From another node in the cluster, connect and check the status of the cluster is fine during the migration.
$ period=10; while true; do \
date; nodetool status -r; echo; nodetool netstats; sleep $period; \
done
Let’s do a drain call first so the commitlog is flushed on disk sstables.
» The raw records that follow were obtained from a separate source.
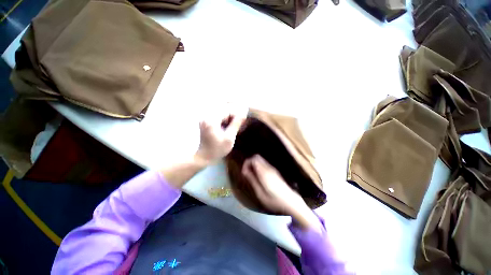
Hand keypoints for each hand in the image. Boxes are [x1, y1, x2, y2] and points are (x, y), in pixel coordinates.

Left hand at [195, 110, 245, 164]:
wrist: (204, 156)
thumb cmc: (218, 149)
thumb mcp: (229, 138)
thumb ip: (236, 124)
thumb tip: (244, 114)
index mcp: (212, 120)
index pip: (227, 110)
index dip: (237, 114)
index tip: (243, 120)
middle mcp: (207, 116)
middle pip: (224, 110)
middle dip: (233, 115)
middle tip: (240, 123)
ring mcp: (205, 118)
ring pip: (221, 113)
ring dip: (229, 118)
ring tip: (234, 126)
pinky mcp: (206, 121)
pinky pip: (218, 116)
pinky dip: (225, 120)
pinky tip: (228, 127)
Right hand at [241, 155, 304, 214]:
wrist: (291, 201)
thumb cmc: (274, 200)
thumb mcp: (260, 193)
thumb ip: (252, 180)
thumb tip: (245, 171)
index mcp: (264, 172)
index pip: (253, 158)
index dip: (246, 163)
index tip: (244, 172)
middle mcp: (268, 167)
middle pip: (257, 157)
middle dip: (249, 163)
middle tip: (246, 173)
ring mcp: (272, 169)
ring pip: (260, 160)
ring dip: (254, 165)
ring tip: (252, 176)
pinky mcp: (274, 171)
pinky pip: (264, 165)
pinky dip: (258, 167)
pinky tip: (259, 177)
It’s recommended to do it before an upgrade to avoid any pending data in the commit log.
$ nodetool drain
Lookup for the ‘- DRAINED’ pattern in the service log to know it’s done.
$ journalctl -e cassandra@instance1 | grep DRAINED
Nov 27 14:09:06 cassandra01 cassandra[769383]: INFO [RMI TCP Connection(20949)-192.168.100.181] 2024-11-27 14:09:06,084 StorageService.java:1635 - DRAINED
We stop the cassandra service.
$ systemctl stop cassandra@instance1
In the output of the nodetool status
, the node whose service is stopped
should be marked as DN (Down and Normal):
$ nodetool -h cassandra02 status -r | grep DN DN cassandra01.internal.softwareheritage.org 8.63 TiB 16 22.7% cb0695ee-b7f1-4b31-ba5e-9ed7a068d993 rack1
Finally we upgrade cassandra version in the node (through puppet):
$ puppet agent --enable && puppet agent --test
Let’s check the correct version is installed in /opt
$ ls -lah /opt/ | grep cassandra-$version
lrwxrwxrwx 1 root root 21 Nov 27 14:13 cassandra -> /opt/cassandra-$version
drwxr-xr-x 8 root root 4.0K Nov 27 14:13 cassandra-$version
Now start back the cassandra service.
$ systemctl start cassandra@instance1
Once the service is started again, the nodetool status
should display an
UN (Up and Normal) status again for the node upgraded.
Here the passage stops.